WHAT YOU HAVE TO DO: Return each line of the records holding the string "above".

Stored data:
=====
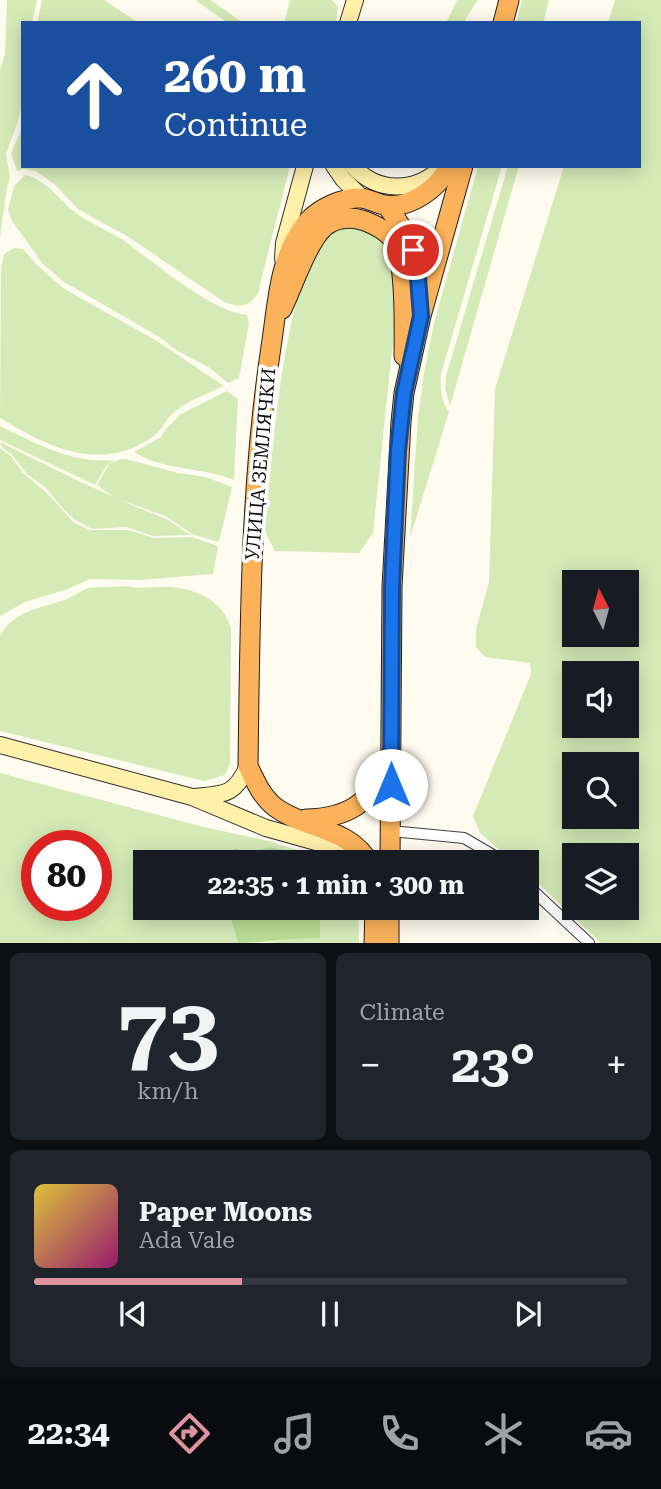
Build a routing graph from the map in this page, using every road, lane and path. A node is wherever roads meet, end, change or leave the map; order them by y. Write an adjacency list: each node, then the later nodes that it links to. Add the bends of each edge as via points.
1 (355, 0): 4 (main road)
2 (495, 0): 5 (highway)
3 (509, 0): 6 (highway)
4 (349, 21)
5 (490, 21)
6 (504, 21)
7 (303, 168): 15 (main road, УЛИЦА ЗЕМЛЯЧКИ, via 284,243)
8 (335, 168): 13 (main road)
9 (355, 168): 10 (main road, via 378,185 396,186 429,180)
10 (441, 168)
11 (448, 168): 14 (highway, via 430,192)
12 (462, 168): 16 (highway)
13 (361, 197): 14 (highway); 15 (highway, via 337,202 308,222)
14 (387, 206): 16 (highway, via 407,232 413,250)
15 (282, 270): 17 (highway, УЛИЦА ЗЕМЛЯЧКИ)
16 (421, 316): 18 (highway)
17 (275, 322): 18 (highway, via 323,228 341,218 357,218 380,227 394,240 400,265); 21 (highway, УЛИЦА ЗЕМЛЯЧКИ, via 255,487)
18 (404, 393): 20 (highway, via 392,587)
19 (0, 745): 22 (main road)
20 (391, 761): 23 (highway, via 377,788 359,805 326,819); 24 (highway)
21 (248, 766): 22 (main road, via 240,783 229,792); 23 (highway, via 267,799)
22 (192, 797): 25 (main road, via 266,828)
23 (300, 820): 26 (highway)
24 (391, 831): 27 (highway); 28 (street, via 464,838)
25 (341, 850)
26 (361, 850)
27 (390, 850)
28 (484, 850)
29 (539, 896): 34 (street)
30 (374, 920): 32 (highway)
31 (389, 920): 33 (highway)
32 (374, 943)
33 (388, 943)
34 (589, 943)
=====
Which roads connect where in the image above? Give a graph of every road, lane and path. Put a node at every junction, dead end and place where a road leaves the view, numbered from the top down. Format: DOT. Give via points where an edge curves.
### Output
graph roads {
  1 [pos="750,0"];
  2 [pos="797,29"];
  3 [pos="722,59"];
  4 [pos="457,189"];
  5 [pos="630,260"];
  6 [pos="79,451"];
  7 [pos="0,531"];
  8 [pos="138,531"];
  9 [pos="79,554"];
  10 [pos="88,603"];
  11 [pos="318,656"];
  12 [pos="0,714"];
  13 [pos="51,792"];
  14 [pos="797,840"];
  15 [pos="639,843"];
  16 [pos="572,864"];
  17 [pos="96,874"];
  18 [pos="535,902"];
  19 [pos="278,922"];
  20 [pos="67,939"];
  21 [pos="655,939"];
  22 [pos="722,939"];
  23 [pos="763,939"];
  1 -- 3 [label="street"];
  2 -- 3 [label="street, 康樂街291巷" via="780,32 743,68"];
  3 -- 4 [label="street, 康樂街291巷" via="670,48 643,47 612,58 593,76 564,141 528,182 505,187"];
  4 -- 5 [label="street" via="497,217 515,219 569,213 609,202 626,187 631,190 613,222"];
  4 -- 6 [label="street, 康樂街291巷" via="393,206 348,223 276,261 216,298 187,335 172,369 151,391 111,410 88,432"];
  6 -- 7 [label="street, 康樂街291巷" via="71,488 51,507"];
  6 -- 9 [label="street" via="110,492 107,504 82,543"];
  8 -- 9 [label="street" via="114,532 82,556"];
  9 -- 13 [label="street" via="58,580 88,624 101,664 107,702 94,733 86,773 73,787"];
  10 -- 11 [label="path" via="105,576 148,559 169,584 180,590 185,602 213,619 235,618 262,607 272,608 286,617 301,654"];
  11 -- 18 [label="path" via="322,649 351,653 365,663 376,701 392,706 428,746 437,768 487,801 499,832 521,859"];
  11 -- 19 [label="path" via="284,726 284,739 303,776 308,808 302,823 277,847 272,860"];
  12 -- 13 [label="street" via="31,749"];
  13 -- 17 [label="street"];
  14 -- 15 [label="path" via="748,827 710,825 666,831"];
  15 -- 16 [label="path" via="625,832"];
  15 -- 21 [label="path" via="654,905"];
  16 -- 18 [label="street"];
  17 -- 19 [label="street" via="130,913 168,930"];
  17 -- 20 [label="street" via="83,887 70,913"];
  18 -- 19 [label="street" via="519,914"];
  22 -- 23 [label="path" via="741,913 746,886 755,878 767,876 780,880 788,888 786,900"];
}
=====
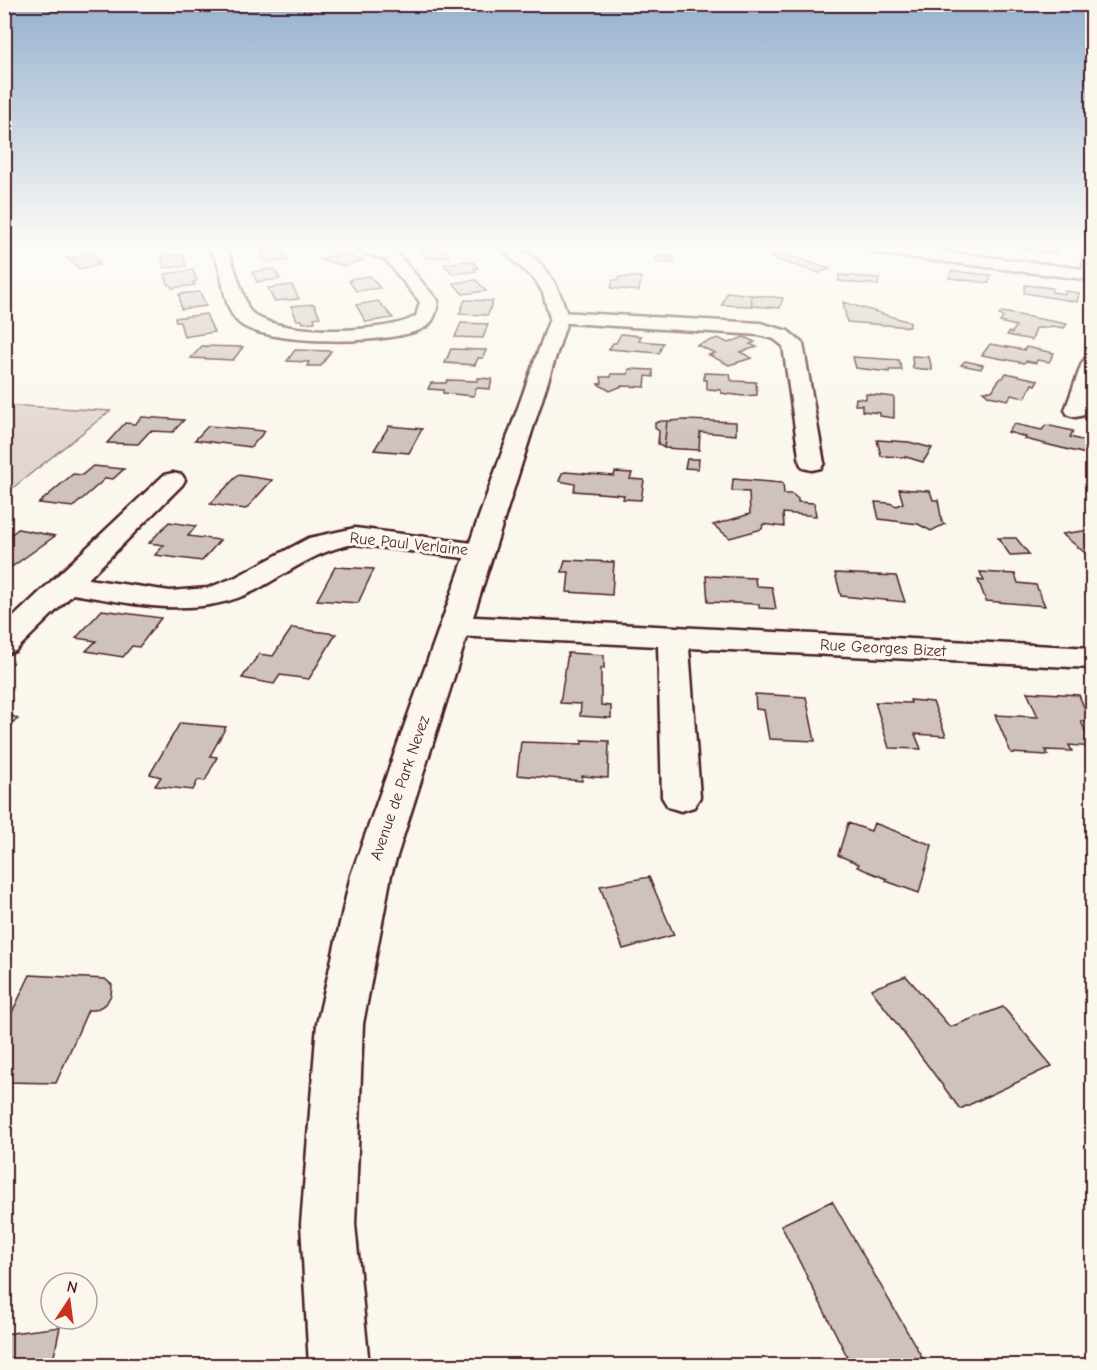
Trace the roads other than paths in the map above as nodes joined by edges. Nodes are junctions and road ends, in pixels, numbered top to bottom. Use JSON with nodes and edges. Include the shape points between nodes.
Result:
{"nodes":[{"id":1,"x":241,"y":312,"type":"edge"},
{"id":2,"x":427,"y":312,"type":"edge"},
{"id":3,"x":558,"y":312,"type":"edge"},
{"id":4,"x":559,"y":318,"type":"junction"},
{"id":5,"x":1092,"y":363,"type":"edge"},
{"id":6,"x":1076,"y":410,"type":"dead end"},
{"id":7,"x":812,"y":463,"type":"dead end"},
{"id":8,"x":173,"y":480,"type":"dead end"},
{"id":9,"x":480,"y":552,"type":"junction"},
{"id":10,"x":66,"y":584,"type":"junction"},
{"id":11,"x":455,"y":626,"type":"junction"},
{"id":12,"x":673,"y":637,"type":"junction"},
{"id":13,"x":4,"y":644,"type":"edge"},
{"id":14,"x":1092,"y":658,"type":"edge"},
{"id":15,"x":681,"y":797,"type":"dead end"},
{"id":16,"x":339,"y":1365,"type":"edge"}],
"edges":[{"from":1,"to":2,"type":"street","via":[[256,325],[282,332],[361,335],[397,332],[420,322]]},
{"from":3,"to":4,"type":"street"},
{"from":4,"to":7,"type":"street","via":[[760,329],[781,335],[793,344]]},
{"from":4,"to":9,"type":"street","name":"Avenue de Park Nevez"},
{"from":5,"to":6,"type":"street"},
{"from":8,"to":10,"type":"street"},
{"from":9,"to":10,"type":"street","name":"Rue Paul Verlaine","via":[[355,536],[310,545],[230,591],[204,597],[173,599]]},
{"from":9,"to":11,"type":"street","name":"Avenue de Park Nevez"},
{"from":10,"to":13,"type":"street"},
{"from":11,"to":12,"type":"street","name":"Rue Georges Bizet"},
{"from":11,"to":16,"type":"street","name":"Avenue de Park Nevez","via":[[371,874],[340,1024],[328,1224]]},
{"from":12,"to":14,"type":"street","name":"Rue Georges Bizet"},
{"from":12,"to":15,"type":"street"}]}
=====
TASK OUTPUT:
Which roads connect where in the image above? Give a graph of every road, lane and path. Put a node at every junction, dead end and place where a road leaves the view, numbered from the top down. Format: DOT. Give via points where an edge curves.
Trace the roads other than paths in the map above as nodes joined by edges. Nodes are junctions and road ends, in pixels, numbered top to bottom. Use JSON with nodes and edges. Include the shape points between nodes.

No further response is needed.